__What needs to be done__:
Reproduce exactly the first line of the material below and every line after it, ending with the line that contains "2px #b1b9a2) drop-shadow(0". No pictures should be copied.

--------

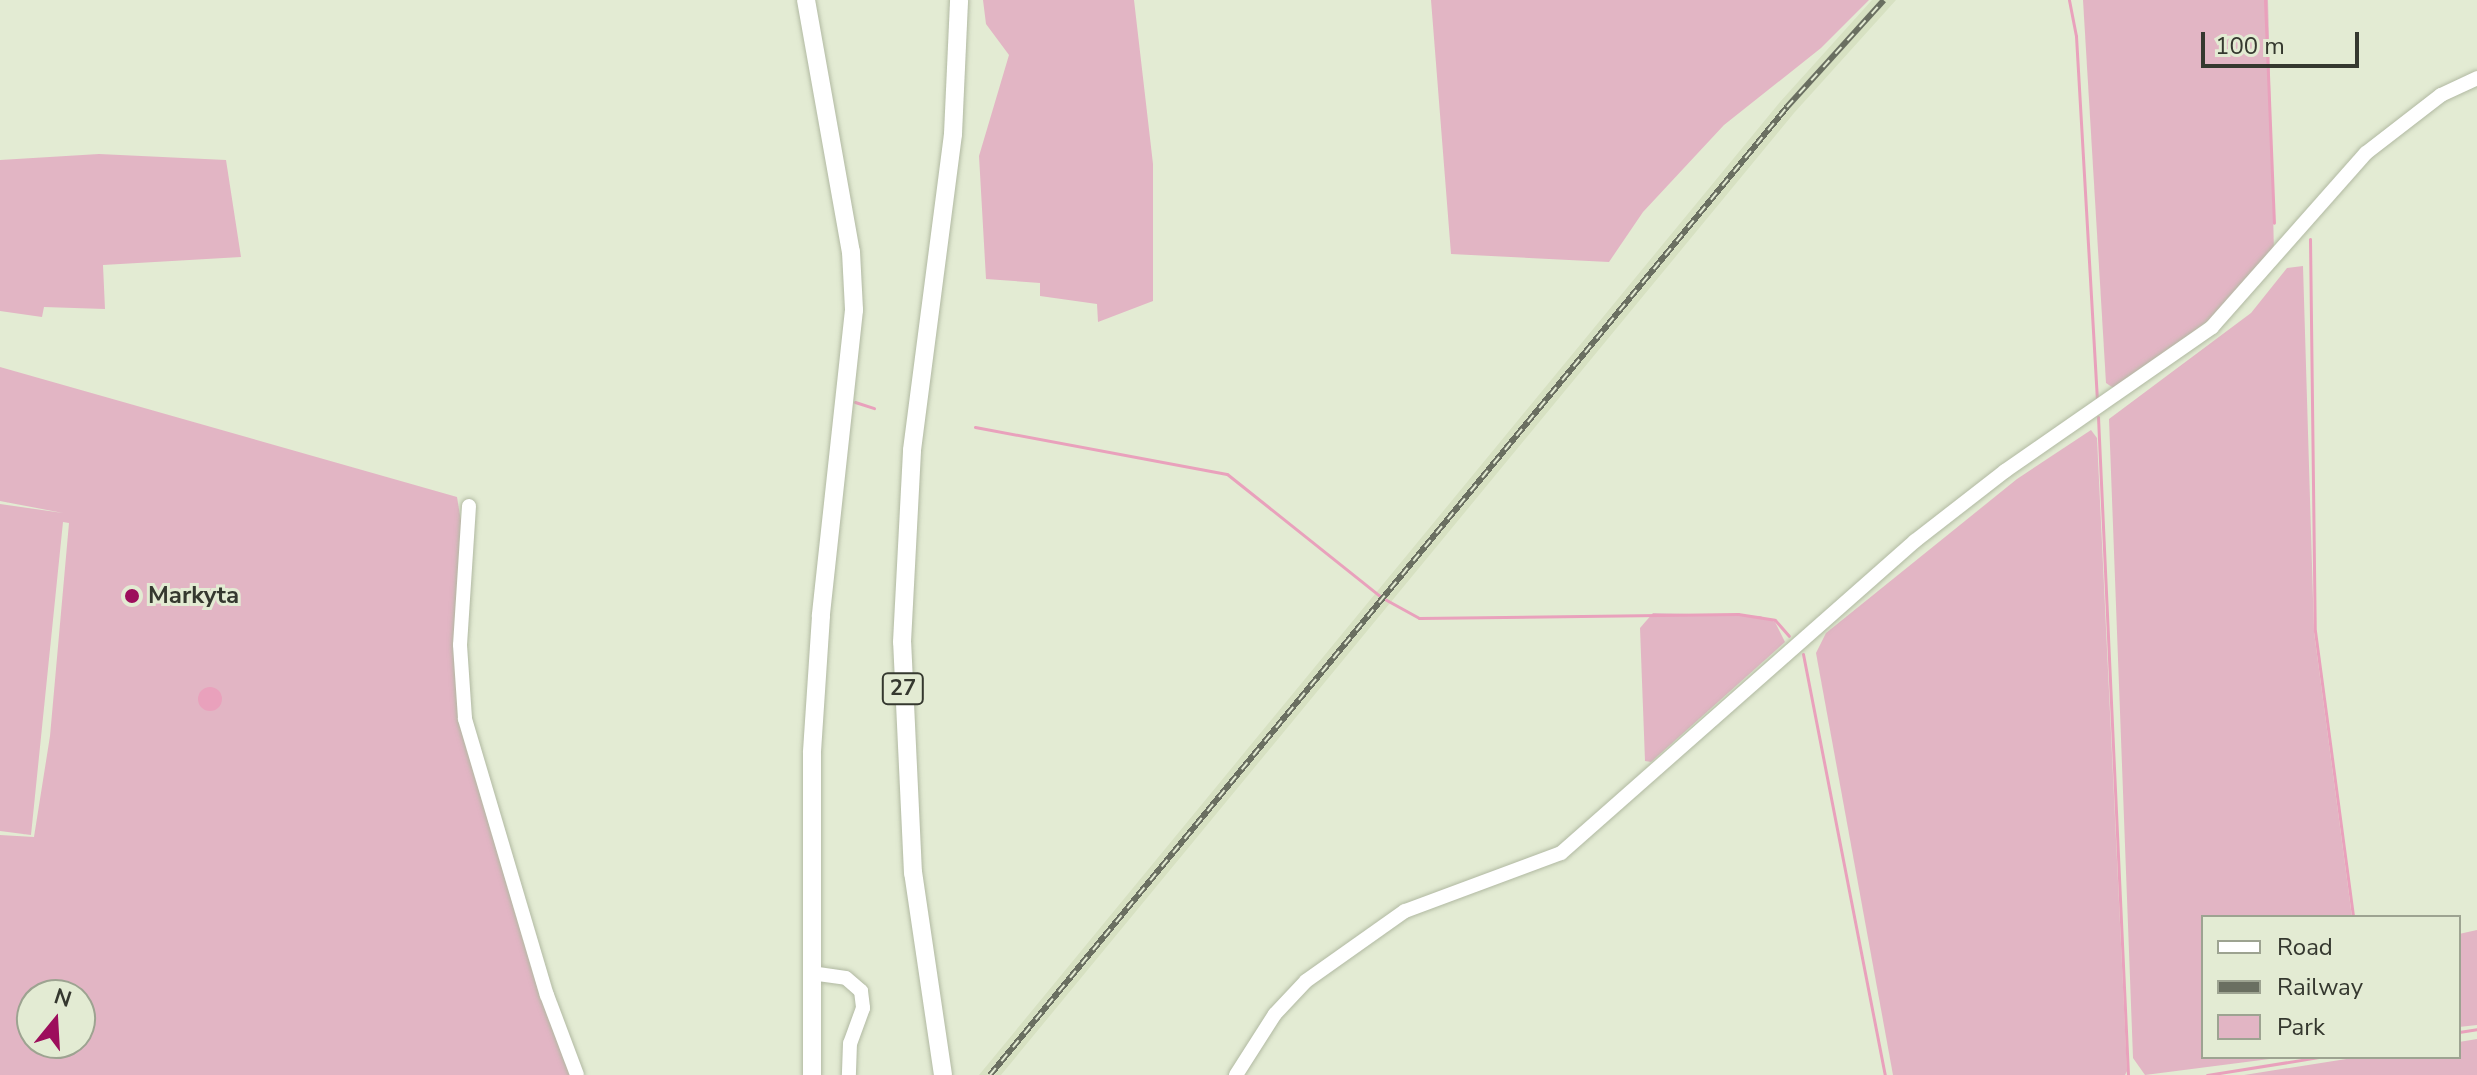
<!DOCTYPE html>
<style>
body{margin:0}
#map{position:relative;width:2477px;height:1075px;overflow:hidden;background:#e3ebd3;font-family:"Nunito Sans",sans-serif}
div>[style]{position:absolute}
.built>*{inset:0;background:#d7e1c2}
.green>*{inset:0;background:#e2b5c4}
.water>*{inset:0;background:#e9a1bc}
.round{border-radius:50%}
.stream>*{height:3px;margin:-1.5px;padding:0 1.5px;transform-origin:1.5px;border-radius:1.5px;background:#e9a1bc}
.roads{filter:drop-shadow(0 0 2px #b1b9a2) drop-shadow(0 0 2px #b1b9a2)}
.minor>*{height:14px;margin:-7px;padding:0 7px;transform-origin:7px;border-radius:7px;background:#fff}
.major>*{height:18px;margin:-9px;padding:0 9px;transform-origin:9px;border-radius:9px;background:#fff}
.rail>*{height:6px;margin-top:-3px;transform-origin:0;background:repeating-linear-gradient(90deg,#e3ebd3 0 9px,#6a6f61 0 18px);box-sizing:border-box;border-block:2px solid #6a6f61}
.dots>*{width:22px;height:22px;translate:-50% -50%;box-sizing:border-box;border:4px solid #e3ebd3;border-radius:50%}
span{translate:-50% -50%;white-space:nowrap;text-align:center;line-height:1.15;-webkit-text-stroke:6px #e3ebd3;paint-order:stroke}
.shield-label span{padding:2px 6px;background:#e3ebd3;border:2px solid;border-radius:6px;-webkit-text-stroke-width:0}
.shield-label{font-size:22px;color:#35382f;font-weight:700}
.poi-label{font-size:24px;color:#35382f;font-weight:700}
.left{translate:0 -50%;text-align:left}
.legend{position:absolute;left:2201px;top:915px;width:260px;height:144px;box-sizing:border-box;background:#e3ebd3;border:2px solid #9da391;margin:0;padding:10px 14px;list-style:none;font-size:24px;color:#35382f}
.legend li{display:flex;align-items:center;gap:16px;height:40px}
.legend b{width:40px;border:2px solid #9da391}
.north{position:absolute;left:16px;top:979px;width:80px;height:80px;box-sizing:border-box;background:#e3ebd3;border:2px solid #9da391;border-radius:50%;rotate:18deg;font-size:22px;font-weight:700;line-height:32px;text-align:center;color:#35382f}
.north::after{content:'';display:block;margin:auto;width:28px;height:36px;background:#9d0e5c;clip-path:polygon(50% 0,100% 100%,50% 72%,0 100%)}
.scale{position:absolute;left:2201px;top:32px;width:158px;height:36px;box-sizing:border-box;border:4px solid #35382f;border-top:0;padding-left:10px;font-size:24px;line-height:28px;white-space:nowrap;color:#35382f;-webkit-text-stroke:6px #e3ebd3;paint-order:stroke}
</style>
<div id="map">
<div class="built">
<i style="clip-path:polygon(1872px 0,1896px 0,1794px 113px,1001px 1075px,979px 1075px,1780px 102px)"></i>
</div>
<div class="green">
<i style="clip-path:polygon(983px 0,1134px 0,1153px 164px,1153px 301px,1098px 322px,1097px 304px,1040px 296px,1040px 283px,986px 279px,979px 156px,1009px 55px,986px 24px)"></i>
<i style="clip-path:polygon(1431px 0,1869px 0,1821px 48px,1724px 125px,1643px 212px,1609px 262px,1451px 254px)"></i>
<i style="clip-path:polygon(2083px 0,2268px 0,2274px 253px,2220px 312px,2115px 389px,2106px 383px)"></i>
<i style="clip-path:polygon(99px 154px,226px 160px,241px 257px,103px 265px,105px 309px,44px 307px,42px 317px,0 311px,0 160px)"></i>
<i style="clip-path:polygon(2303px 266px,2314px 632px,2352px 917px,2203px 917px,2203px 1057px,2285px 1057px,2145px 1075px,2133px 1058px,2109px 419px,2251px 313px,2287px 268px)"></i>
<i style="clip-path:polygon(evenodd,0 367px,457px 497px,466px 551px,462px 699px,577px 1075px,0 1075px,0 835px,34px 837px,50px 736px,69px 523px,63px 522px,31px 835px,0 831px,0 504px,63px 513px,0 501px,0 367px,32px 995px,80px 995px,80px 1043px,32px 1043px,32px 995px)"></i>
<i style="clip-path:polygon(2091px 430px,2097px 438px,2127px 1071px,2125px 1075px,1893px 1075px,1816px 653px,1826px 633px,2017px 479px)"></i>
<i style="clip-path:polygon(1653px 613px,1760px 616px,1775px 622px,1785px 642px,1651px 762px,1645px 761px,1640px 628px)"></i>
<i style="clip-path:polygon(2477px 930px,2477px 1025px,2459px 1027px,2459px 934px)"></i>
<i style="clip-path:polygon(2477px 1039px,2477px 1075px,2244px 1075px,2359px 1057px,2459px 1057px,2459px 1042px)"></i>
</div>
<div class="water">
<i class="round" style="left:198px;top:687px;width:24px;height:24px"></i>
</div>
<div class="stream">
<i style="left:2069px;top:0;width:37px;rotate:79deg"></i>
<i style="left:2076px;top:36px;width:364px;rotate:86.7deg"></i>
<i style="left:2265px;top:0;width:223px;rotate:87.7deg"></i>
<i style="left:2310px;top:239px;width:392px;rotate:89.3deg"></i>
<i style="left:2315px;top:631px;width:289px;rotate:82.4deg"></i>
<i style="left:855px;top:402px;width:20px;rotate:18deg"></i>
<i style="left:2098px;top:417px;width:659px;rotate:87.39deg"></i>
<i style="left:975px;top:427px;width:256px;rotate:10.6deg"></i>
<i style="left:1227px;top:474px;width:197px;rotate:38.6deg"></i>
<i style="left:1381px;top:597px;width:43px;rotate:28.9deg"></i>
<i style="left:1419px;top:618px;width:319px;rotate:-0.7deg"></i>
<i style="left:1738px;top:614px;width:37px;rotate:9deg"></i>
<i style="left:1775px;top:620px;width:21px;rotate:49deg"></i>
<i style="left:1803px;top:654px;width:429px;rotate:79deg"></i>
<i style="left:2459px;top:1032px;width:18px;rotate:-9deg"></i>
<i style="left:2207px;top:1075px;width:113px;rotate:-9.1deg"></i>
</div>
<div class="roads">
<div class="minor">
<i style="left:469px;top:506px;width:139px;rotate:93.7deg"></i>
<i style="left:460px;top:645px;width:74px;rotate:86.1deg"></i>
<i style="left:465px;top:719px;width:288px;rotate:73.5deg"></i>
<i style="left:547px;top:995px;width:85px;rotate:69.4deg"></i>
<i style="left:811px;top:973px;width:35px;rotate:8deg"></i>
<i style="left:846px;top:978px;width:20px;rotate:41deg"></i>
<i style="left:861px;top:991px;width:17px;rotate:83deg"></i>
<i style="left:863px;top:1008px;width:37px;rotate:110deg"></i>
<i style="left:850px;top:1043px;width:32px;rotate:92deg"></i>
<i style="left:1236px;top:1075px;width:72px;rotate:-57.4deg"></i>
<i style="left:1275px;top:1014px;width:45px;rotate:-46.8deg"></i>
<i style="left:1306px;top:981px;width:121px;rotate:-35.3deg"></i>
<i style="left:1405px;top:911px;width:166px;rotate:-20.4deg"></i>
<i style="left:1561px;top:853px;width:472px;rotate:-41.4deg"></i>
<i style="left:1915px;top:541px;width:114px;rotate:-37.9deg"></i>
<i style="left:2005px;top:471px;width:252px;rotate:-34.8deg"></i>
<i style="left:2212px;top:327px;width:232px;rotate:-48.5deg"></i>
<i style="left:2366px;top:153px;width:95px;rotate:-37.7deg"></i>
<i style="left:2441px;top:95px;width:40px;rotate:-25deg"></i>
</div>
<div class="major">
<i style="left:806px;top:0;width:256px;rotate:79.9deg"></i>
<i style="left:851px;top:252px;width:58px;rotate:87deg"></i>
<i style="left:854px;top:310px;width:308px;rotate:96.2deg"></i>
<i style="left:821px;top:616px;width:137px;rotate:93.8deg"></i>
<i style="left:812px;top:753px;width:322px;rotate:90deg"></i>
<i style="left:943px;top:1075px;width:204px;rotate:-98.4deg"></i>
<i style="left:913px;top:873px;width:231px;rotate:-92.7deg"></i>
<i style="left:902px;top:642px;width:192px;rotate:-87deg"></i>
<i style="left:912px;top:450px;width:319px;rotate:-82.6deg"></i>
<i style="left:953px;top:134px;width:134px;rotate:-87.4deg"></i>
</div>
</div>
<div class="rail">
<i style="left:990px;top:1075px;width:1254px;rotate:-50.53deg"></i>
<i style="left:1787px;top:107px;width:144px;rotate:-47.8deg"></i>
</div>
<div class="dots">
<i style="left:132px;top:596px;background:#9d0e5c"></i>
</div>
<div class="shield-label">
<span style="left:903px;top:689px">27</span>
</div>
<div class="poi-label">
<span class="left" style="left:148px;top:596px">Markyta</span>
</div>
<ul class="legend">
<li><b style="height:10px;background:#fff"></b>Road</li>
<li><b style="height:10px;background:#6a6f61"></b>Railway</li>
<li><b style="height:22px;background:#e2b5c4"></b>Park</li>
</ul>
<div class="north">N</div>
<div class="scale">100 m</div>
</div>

--------

__Response to this task__:
<!DOCTYPE html>
<style>
body{margin:0}
#map{position:relative;width:2477px;height:1075px;overflow:hidden;background:#e3ebd3;font-family:"Nunito Sans",sans-serif}
div>[style]{position:absolute}
.built>*{inset:0;background:#d7e1c2}
.green>*{inset:0;background:#e2b5c4}
.water>*{inset:0;background:#e9a1bc}
.round{border-radius:50%}
.stream>*{height:3px;margin:-1.5px;padding:0 1.5px;transform-origin:1.5px;border-radius:1.5px;background:#e9a1bc}
.roads{filter:drop-shadow(0 0 2px #b1b9a2) drop-shadow(0 0 2px #b1b9a2)}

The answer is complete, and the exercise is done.